On a number of sleeves, Bob Johnston has written sequences, timings and in a few cases instructions for remixes (Johnston confirmed for us that he’d had these acetates cut for Dylan, and which handwriting was his.) Dylan himself has made a number of notations about which versions he liked, which he didn’t and what he wanted changed. It’s clear these discs were the result of many discussions Dylan had with Johnston; he’d ask for changes, Johnston would have acetates of new mixes, versions or sequences made and send them to Dylan. While Dylan once claimed he made Self Portrait as an album his fans “couldn’t possibly like” he clearly spent a great deal of time refining and perfecting it. The Houston Street Studios acetates include probably ten different sequences of that album, and many different sequences for New Morning as well (including one version with only 10 songs.) These acetates were Dylan’s working tools, and it’s easy to understand why he didn’t keep them–they
were used to get the albums to the point where he felt they were finished and ready to release, but once the albums had been released, these became redundant.
http://recordmecca.com/wp-content/uploads/2014/06/4-Dylan-Small.jpg

Dylan doodles and makes notes about changes to songs for New Morning.
http://recordmecca.com/wp-content/uploads/2014/06/5-DylanSmall.jpg

New Morning acetate with unreleased gospel version of Tomorrow is a Long Time and Dylan’s handwritten notes.

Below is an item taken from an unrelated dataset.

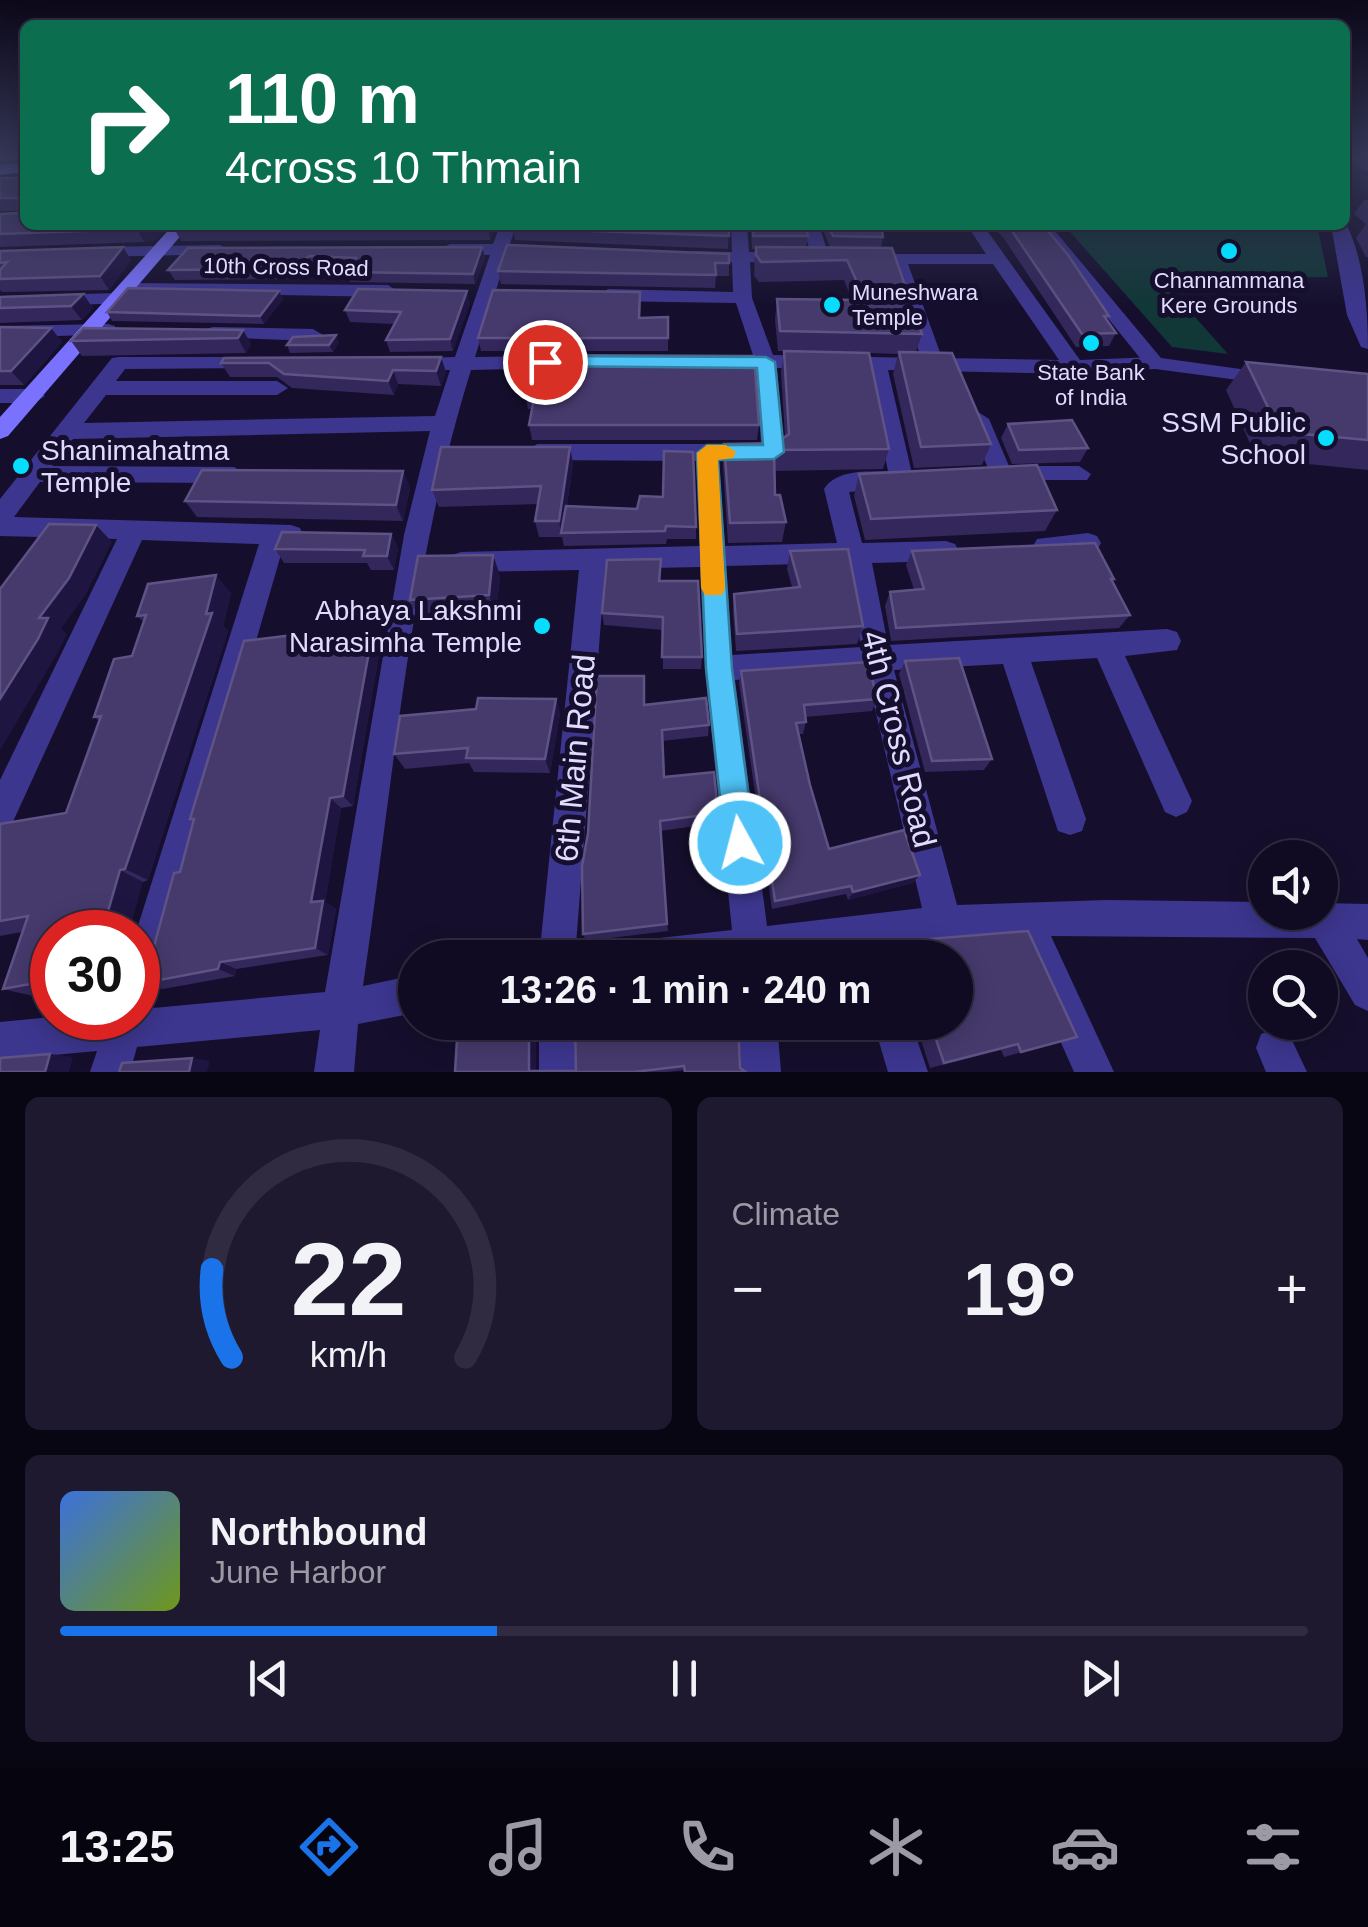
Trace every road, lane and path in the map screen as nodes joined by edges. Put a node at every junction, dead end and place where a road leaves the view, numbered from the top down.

The music on these acetates covers much of the same time period as last year’s exceptional Bootleg Series Vol. 10: Another Self Portrait (we’ve always loved Self Portrait and New Morning and it’s great to see these albums get their due as a result of the release of this great box set. Go buy it if you haven’t already.) We’ve provided transfers of all the music on these discs to Dylan’s office; the multi-track master tapes of these songs likely still exist in the Columbia Records tape library, but Bob Johnston’s original unused mixes may not exist elsewhere.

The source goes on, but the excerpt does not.